__Your instructions__
Look for the string "radius" in the listing below, then copy every line that has it.

--- Record extracts ---

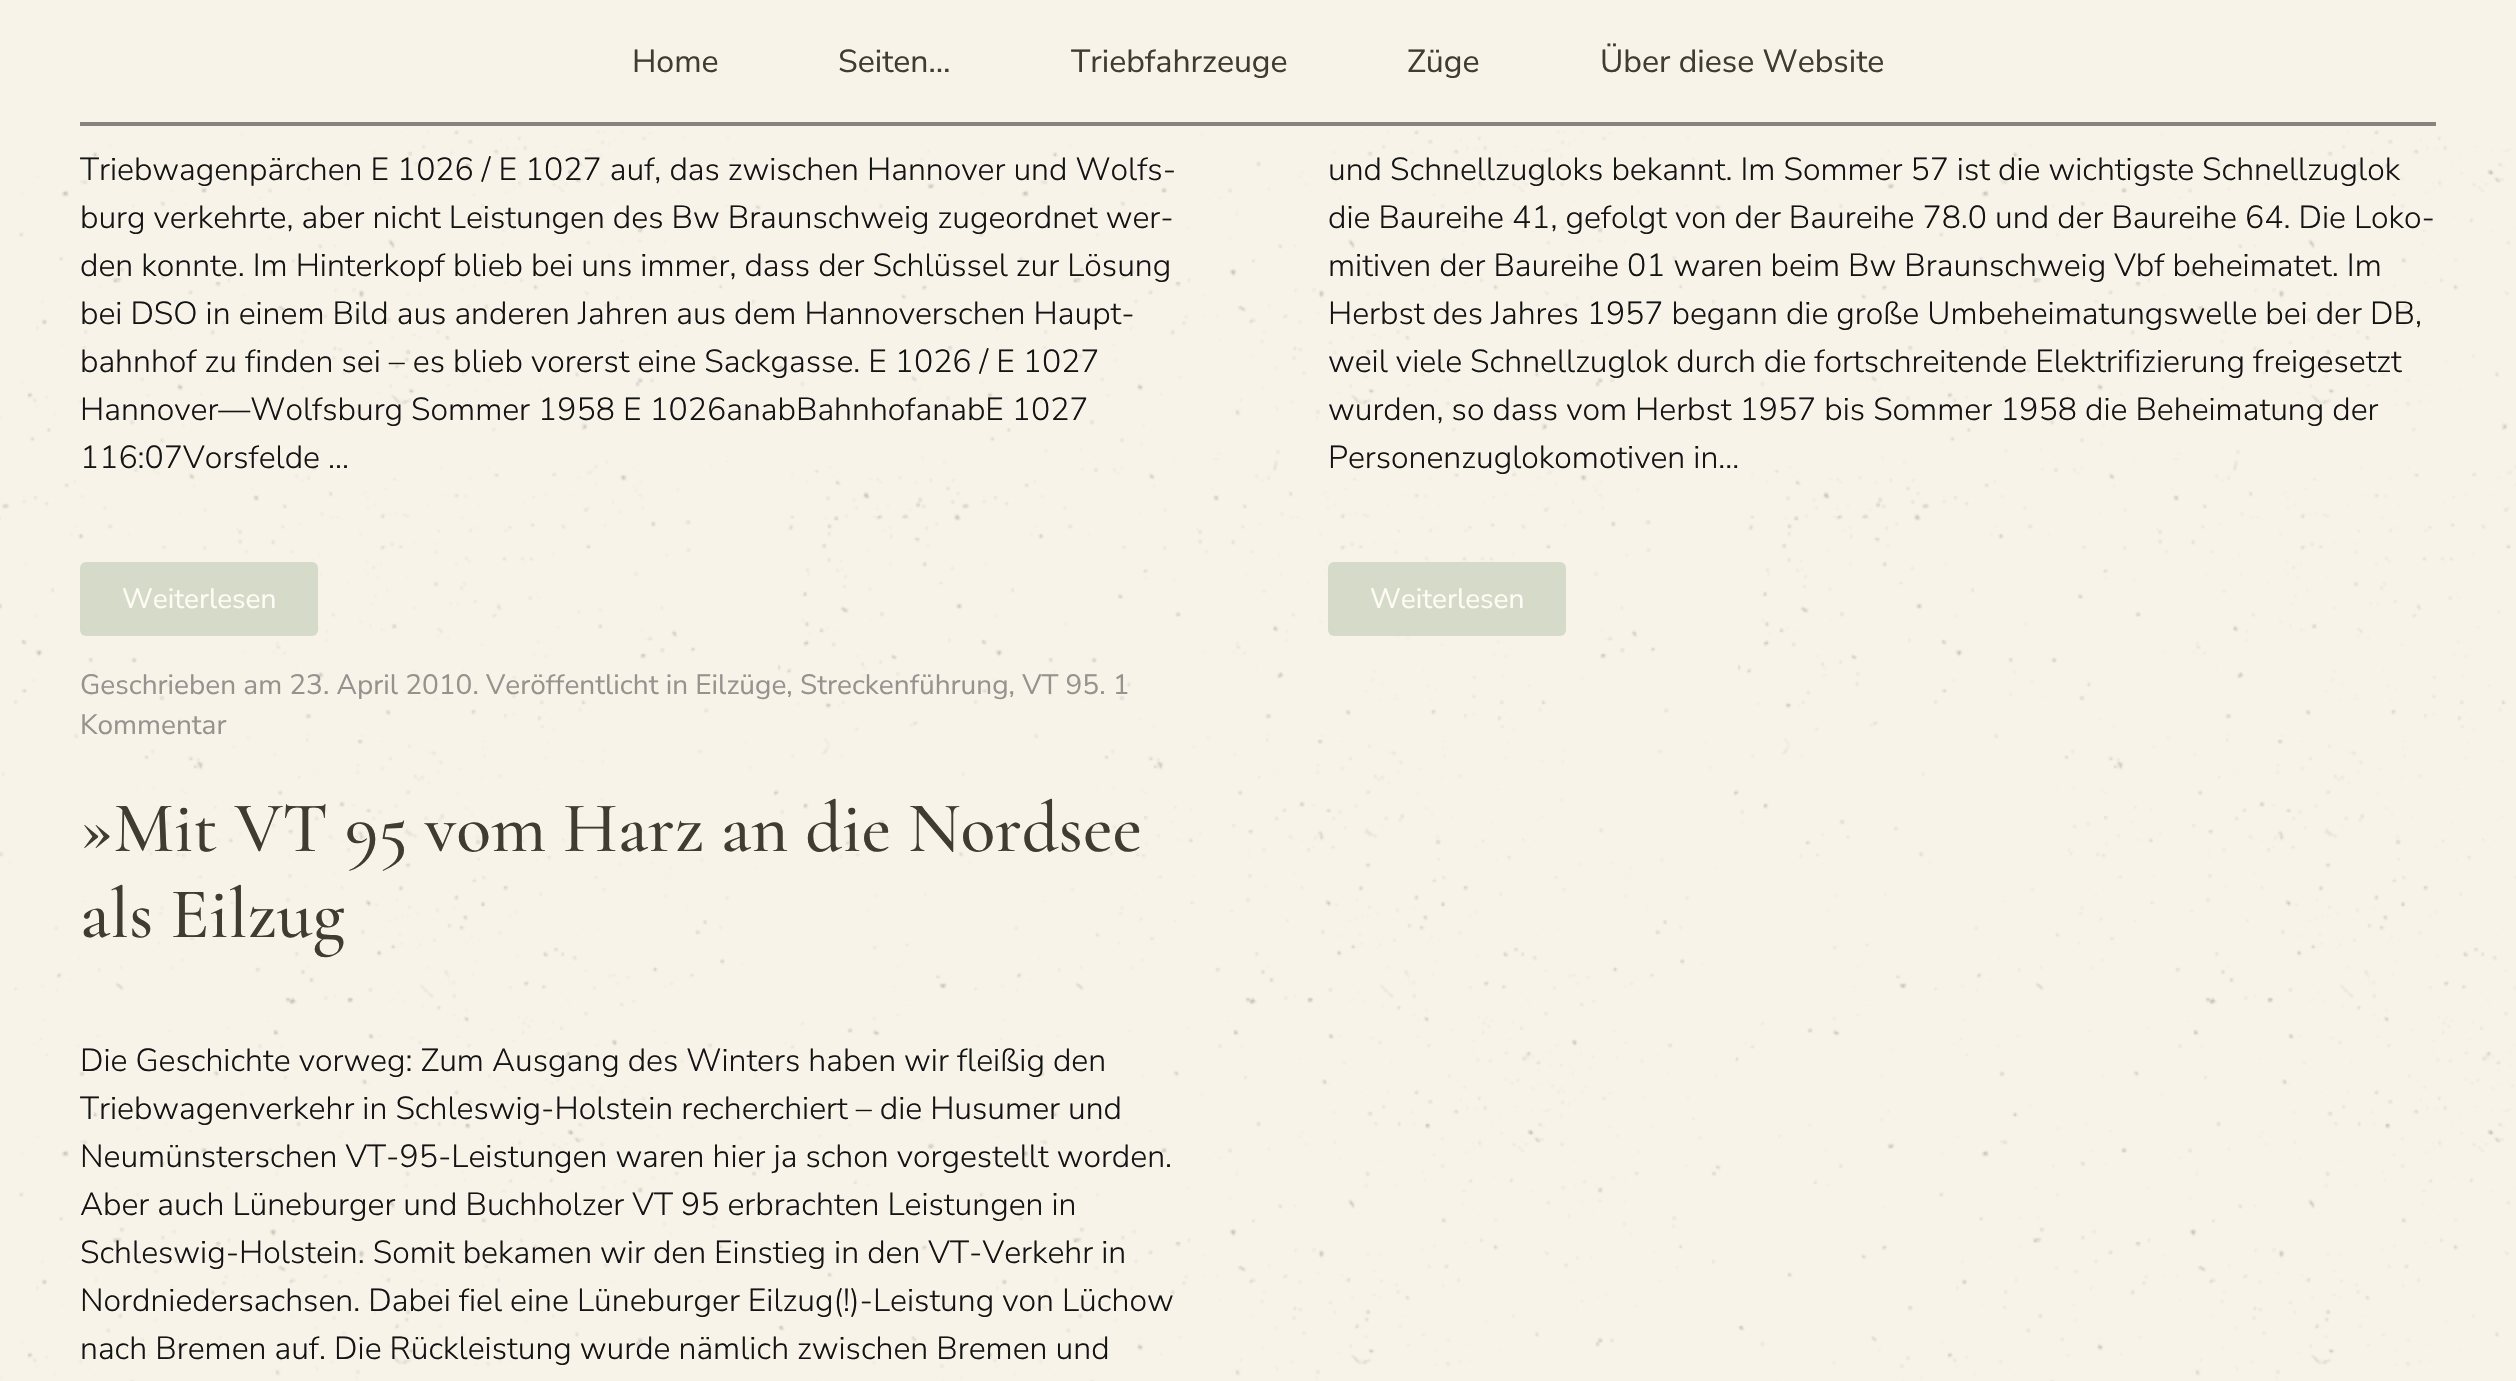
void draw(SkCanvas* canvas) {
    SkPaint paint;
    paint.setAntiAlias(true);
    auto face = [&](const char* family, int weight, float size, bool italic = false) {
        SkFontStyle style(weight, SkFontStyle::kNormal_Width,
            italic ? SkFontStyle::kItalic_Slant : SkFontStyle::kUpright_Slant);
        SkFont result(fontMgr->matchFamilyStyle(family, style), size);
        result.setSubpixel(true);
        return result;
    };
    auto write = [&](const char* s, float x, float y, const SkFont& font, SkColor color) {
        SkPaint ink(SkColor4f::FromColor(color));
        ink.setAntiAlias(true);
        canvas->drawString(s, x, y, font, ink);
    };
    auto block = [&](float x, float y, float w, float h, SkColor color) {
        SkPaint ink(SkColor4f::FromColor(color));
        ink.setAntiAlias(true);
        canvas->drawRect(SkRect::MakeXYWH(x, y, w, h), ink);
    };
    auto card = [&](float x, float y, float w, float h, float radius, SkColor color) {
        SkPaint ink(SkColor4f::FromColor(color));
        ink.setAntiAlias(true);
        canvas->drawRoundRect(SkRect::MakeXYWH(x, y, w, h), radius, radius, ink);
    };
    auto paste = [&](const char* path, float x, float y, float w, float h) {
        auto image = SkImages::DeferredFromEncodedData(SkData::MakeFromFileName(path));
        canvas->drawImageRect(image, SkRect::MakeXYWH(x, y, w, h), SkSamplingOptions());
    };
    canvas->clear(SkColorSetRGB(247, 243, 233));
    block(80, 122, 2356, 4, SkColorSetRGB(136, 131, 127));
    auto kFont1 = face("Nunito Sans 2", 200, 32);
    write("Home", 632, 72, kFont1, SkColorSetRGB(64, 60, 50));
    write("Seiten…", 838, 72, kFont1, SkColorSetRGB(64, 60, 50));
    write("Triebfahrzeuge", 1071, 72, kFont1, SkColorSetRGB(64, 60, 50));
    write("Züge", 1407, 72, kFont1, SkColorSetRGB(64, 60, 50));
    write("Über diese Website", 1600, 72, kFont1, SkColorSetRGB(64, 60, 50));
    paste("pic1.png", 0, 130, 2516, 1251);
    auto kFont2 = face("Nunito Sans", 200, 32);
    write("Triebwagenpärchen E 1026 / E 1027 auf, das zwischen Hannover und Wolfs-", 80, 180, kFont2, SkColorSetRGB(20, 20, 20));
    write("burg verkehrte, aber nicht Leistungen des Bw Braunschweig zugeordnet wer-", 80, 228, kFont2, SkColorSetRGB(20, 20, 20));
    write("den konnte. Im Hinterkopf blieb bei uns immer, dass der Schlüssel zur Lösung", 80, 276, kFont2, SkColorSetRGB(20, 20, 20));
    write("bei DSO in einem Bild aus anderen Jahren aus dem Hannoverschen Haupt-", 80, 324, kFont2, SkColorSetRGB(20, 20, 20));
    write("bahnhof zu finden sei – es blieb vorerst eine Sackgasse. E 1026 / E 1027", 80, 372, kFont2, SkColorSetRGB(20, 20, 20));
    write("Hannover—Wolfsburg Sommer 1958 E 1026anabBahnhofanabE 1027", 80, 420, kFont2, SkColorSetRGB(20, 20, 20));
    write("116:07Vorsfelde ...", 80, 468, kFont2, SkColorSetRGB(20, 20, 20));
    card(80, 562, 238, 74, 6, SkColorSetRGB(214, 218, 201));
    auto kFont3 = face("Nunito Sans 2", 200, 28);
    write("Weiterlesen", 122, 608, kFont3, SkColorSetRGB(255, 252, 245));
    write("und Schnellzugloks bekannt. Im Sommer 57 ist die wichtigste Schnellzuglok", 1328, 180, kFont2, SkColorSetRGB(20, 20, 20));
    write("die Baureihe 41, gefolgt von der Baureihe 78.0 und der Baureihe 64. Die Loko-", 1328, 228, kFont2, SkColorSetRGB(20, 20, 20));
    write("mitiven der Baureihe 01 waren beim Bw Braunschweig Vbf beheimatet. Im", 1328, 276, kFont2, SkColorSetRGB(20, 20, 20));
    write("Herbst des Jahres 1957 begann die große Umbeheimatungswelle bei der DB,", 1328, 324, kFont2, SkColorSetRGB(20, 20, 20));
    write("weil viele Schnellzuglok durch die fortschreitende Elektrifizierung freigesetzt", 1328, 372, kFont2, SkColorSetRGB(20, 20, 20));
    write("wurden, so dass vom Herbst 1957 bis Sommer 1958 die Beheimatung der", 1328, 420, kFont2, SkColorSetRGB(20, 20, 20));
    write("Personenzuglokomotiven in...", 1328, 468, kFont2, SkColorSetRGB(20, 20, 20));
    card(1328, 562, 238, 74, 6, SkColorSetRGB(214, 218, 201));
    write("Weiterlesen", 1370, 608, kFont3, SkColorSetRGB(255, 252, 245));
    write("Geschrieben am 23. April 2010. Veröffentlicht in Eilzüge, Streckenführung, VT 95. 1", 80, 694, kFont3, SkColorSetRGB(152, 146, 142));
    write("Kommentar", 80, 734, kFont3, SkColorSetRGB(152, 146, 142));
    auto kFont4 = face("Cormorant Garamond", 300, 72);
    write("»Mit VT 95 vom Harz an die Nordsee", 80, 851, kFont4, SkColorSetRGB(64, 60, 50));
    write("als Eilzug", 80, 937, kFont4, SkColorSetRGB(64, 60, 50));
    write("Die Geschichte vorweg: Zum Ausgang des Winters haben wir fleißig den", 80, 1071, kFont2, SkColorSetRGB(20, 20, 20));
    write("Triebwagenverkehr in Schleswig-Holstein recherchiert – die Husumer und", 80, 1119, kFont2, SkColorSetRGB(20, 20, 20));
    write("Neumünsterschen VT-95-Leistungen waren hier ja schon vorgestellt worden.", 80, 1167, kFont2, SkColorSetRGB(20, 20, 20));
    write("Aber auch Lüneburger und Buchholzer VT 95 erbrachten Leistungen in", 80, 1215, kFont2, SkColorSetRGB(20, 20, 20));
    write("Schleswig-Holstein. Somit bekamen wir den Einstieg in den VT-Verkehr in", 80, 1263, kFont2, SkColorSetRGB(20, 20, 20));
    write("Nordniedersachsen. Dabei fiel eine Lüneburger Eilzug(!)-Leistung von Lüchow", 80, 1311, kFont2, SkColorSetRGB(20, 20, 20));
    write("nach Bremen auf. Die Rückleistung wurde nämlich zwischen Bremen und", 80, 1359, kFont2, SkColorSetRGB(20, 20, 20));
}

---

__Finished exercise__
    auto card = [&](float x, float y, float w, float h, float radius, SkColor color) {
        canvas->drawRoundRect(SkRect::MakeXYWH(x, y, w, h), radius, radius, ink);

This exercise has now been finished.